Une légère ombre passa sur le visage de Ledia, mais son sourire reprit vite le dessus.

— Serantio, le frère cadet d’Arnic. Je l’ai affronté une fois, il était encore adolescent. La partie s’est terminée en quinze coups. Serantio était invincible aux jumeaux cerfs, perdre était une hantise pour lui. Enfin, il est mort il y a des années. Ne parlons plus du passé. Allons-y, le dîner nous attend.

Ce Serantio, vainqueur du Renard Rouge et maître des jumeaux cerfs, était décidément un personnage fascinant. J’aurais donné beaucoup pour pouvoir le rencontrer.

— Maman Sentia mange avec nous ?

— Non, elle est encore avec Giadeo. Elle ne sera pas là avant demain.

Je grimaçai : ses absences fréquentes étaient la seule ombre au tableau de ce séjour dans la capitale. Je m’arrachai douloureusement à mon fauteuil pour suivre la dame de Vicène, un regard de regret en arrière. Voyant que je traînais, Ledia ajouta :

— Dépêche-toi, une surprise t’attend ce soir.

 

Au cours du repas, Ledia avait refusé de répondre à toutes mes questions. Brûlante de curiosité, j’avais terminé mon assiette de filet mignon aussi vite que possible. Je me demandais ce qu’elle comptait me faire découvrir mais je doutais que cela puisse égaler les sensations du couronnement. Au simple souvenir de l’étau de la foule autour de la place des Merveilles, mon cœur recommençait à battre. J’avais vécu le jour le plus fantastique de toute ma vie. Dans cette cité, chaque splendeur semblait en cacher une autre. J’avais d’abord été impressionnée par les riches demeures de la rue principale, ébahie par le Colosse de Twelzyn, fascinée par la hauteur de la Citadelle et enfin éblouie par l’extraordinaire Dôme de Verre. Mon plus grand rêve était devenu d’y entrer. Malheureusement, je le savais irréalisable.

Avec ma découverte de Twelzyn, je peinais de plus en plus à comprendre le masqué que j’avais rencontré au lac de Toreon, quelques semaines auparavant. Quelles raisons avaient pu le pousser à quitter les splendeurs de cette Cité pour devenir guérisseur sur les routes ? Comment pouvait-on refuser de vivre dans la capitale ? Malheureusement, le revoir était improbable et je n’aurais sans doute jamais les réponses à mes questions.
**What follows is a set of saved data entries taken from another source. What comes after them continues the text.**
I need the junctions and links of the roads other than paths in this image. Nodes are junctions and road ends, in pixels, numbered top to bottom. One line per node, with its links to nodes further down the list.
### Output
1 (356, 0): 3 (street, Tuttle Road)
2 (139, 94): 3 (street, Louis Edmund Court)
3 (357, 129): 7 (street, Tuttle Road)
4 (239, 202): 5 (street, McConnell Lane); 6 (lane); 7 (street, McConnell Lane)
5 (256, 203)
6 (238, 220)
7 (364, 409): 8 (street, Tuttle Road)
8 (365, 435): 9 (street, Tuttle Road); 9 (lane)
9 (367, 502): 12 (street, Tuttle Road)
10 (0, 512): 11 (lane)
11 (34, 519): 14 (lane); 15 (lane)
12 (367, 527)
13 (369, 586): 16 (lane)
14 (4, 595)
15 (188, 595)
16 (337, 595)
Ce soir-là, Accompagnée de deux suivantes de Ledia, nous avancions dans les rues animées de la capitale. Nous avions choisi des vêtements simples pour ne pas éveiller l’attention des curieux. Notre progression était rendue difficile par les spectacles qui se jouaient dans tous les coins de rue. Cracheurs de feu, dresseurs, jongleurs, magiciens et acrobates rivalisaient de talent pour attirer le plus de monde possible. Ledia peinait à les éviter malgré l’aide de ses compagnes. Toutes les auberges avaient été transformées en maisons de fête, entourées par de nombreux soldats chargés de cueillir les ivrognes à la sortie.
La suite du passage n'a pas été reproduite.